Remédio é para doença, não para a educação das crianças
Pais gostariam que medicamentos “curassem” os filhos - mas eles só agem sobre doenças, não sobre a educação e limite das crianças

A pandemia de coronavírus foi responsável por diversas mudanças em nossas vidas – algumas já temos consciência (higiene das mãos, prevenção a vírus, valorização do tempo com familiares e amigos), outras acredito que ainda não temos total entendimento, à espera do efeito clareador do tempo.
Especificamente no que tange o exercício da psiquiatria infantil, eu e vários outros colegas temos notado um movimento curioso: o aumento de pais na busca por medicamentos para seus filhos, depois da fase mais aguda da pandemia de coronavírus.

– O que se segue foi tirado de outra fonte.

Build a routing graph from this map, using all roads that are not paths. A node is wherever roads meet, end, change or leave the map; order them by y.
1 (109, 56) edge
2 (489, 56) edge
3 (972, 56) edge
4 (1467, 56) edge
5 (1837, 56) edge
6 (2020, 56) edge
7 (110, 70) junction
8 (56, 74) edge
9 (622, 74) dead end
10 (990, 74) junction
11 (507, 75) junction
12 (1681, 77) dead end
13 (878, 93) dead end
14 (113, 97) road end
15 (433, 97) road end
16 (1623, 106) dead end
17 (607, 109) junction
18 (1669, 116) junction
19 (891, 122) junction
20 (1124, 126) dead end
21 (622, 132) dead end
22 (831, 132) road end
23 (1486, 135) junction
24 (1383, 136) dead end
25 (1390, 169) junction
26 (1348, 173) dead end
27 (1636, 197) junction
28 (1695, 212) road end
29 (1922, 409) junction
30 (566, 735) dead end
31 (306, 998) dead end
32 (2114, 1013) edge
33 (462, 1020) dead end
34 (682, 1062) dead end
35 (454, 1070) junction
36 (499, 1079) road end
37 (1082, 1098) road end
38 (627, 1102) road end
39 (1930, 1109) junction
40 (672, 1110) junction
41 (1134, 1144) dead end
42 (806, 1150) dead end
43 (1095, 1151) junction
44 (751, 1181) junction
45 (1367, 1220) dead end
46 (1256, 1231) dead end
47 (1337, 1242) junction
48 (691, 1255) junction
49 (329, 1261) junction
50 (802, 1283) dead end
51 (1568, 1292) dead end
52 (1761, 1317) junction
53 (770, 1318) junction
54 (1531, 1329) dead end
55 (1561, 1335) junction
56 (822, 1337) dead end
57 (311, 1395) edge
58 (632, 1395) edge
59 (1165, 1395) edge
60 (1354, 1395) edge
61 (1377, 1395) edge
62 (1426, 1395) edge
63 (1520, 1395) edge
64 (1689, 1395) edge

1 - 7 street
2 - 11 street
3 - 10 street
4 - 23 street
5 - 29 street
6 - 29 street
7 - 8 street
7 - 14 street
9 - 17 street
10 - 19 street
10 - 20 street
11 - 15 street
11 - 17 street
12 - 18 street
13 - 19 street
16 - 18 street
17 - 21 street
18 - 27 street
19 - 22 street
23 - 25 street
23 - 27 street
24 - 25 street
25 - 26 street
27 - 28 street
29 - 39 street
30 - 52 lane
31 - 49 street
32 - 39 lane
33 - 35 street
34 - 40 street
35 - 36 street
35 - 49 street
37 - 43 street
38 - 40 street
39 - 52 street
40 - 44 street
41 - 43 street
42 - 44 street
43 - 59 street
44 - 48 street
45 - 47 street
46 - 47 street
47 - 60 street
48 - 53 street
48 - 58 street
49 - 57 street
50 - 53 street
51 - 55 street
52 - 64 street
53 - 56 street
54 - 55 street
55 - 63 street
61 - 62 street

São pessoas que não tem a paciência ou a disciplina que a terapia exige e se arvoram a resolver tudo a base de remédios – do autismo à depressão, da ansiedade ao déficit de atenção, chegando até mesmo às questões comportamentais que passam ao largo de transtornos mentais, como educação dos filhos e imposição de limites.
Nos últimos meses surgiu uma nova leva de pais ou responsáveis que alimentam a fantasia de que as soluções de todos os problemas de seus filhos se darão naqueles cinquenta minutos ou uma hora de consulta com um psiquiatra e resistem à relevância do tratamento terapêutico a longo prazo. Porém, medicação não resolve tudo. Medicação tem seus limites, não é tábua de salvação para todos os males, principalmente entre crianças e adolescentes, um público bastante específico, em que o fator comportamental não pode ser desconsiderado de forma alguma.
Curiosamente, essa postura se opõe ao que víamos até bem poucos anos atrás. Sempre houve enorme resistência dos pais ou responsáveis quando era preciso indicar alguma medicação aos filhos. Se antes a medicação era o último recurso, hoje ela passou a ser vista como o primeiro. E a verdade, é que ela não é uma coisa, nem outra: remédio deve ser ministrado quando ele pode colaborar no tratamento de um quadro clínico da criança ou do adolescente.
Qualquer coisa fora disso é ansiedade ou preguiça dos pais.
Fabio Barbirato é médico psiquiatra pela UFRJ, membro da Academia Americana de Psiquiatria da Infância e Adolescência e responsável pelo setor de Psiquiatria Infantil da Santa Casa do Rio. Como professor, dá aulas na PUC-Rio. Foi um dos apresentadores do quadro “Eu amo quem sou”, sobre bullying, no “Fantástico” (TV Globo).